Task goal - Search the records for the string "Cres" and copy every line in which it appears.

Dataset entries -
*** Block opens ***

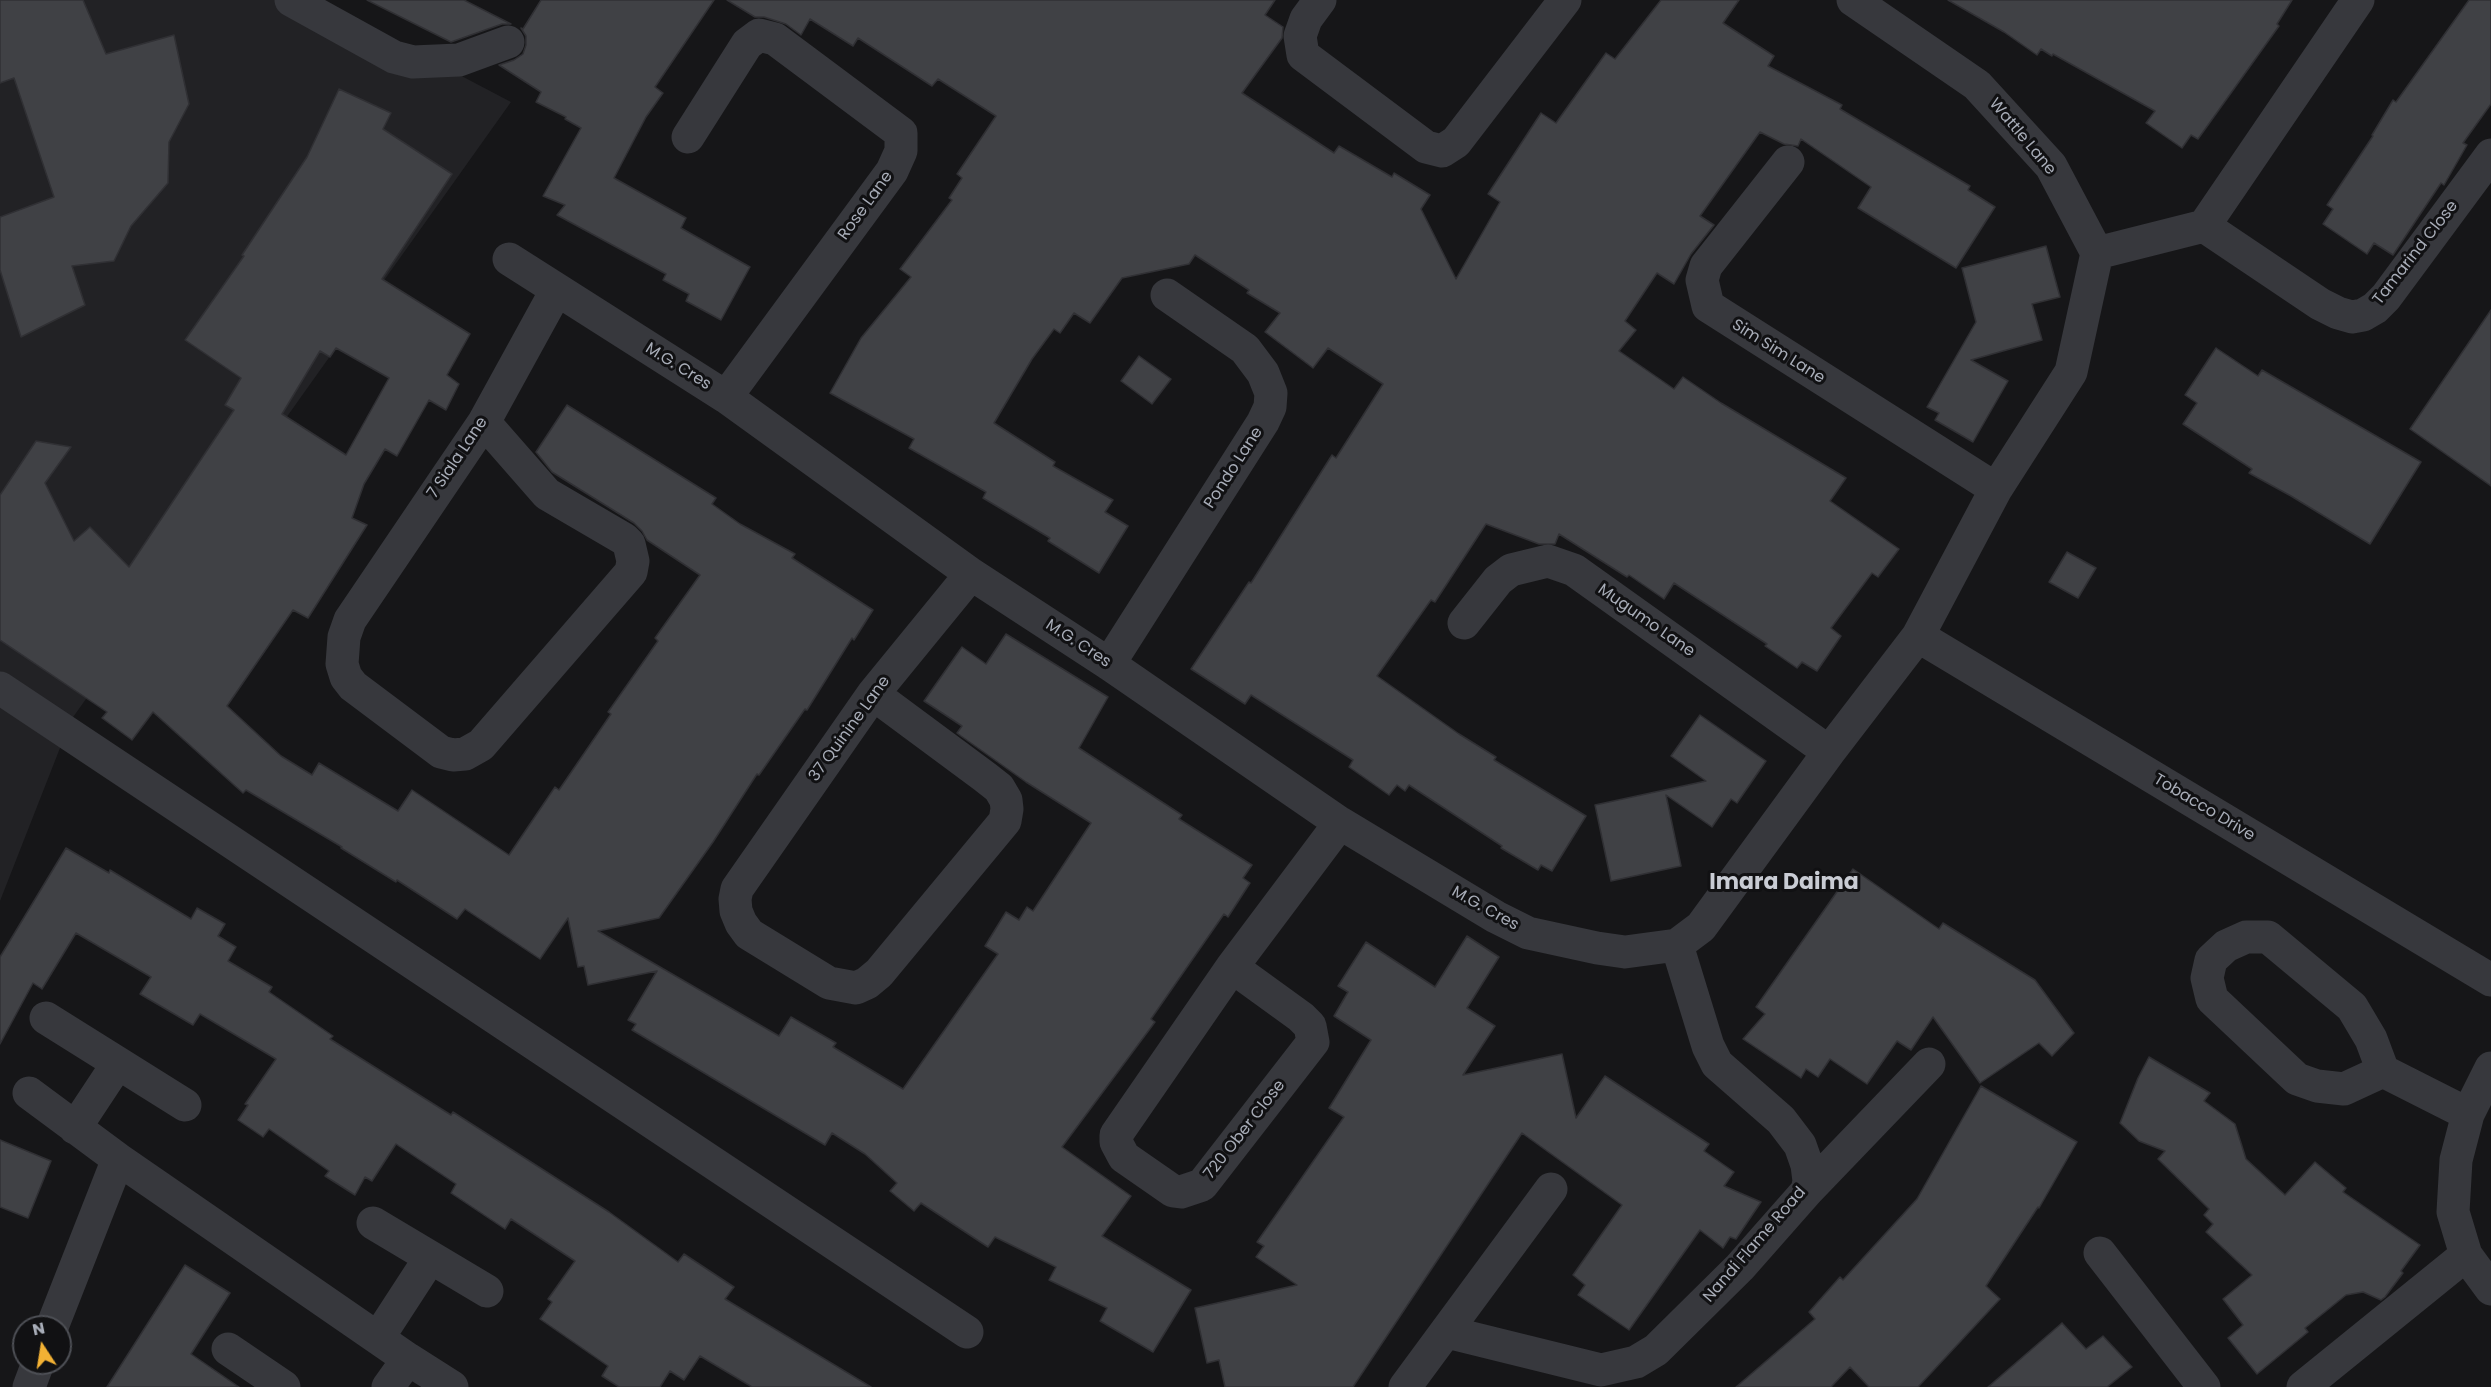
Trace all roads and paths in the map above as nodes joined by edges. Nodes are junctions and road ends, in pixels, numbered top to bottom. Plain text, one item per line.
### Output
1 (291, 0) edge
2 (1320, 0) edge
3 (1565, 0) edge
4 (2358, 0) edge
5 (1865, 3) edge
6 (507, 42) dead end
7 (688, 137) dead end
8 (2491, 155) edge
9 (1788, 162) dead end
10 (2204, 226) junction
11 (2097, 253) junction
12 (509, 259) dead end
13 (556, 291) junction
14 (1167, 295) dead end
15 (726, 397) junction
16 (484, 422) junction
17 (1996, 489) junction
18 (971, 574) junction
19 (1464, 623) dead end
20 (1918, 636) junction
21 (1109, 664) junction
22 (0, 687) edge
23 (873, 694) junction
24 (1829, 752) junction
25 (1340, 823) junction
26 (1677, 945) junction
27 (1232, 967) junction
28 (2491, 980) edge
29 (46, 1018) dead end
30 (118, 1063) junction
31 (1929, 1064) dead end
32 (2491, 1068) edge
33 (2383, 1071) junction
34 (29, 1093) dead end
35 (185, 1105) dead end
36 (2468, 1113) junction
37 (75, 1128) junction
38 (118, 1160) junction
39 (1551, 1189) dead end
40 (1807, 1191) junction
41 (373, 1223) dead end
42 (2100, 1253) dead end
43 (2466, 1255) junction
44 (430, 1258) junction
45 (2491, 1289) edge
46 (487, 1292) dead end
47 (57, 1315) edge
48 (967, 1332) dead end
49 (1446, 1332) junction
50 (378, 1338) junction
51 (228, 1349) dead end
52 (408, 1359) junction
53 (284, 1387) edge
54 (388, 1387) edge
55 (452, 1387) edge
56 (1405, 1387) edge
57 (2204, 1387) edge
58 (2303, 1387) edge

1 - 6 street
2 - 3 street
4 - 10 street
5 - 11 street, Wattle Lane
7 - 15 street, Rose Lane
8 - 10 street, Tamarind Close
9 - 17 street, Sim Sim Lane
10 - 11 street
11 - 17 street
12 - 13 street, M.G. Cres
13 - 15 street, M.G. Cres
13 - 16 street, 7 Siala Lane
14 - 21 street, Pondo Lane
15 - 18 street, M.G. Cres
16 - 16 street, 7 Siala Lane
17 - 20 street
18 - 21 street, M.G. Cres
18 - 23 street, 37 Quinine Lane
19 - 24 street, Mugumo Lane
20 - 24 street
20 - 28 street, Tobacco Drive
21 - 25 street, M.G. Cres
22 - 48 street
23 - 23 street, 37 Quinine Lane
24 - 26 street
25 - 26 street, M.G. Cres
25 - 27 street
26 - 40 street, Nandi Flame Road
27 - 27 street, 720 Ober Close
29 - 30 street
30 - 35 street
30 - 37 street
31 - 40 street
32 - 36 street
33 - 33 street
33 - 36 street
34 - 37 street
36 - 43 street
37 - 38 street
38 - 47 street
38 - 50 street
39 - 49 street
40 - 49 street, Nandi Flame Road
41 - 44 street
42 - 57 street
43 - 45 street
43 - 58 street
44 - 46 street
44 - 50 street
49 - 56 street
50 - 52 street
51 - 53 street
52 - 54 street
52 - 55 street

*** Block closes ***
*** Block opens ***

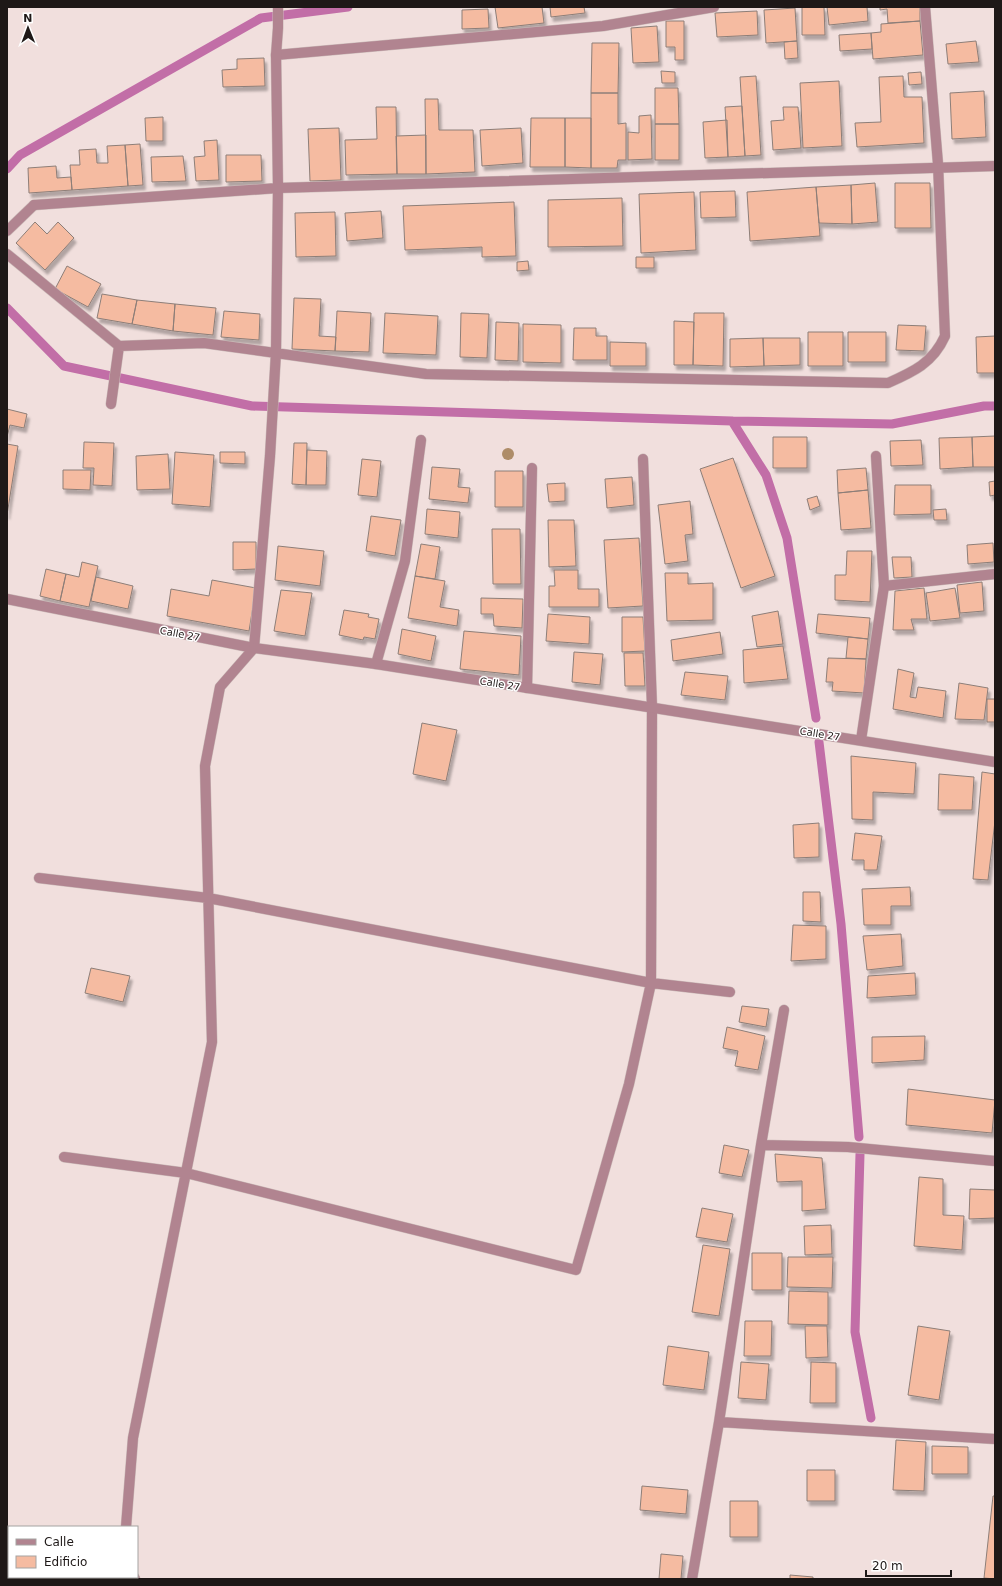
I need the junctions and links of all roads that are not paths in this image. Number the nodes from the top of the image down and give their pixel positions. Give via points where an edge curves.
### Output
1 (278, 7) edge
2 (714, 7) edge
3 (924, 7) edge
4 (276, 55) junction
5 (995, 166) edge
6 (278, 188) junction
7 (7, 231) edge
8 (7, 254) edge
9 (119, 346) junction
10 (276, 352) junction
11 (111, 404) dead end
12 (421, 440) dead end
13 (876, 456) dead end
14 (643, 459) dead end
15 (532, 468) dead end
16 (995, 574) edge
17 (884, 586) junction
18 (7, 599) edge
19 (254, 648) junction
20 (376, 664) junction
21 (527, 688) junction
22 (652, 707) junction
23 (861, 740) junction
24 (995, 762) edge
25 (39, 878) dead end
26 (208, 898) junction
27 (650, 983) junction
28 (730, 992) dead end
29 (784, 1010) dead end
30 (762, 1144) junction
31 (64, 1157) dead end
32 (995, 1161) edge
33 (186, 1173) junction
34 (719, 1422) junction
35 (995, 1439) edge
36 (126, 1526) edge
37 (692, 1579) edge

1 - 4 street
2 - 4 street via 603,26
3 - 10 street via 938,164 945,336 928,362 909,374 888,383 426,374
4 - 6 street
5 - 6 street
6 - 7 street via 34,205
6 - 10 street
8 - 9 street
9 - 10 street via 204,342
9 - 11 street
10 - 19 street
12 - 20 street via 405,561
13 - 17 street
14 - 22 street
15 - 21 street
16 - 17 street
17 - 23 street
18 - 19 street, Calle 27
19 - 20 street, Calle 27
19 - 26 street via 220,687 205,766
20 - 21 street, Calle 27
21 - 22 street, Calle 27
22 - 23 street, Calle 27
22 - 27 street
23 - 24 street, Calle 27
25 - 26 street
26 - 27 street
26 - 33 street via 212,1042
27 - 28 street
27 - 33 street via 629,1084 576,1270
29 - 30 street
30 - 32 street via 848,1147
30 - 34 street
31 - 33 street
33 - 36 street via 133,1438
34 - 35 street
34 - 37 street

*** Block closes ***

Result of the exercise -
12 - 13 street, M.G. Cres
13 - 15 street, M.G. Cres
15 - 18 street, M.G. Cres
18 - 21 street, M.G. Cres
21 - 25 street, M.G. Cres
25 - 26 street, M.G. Cres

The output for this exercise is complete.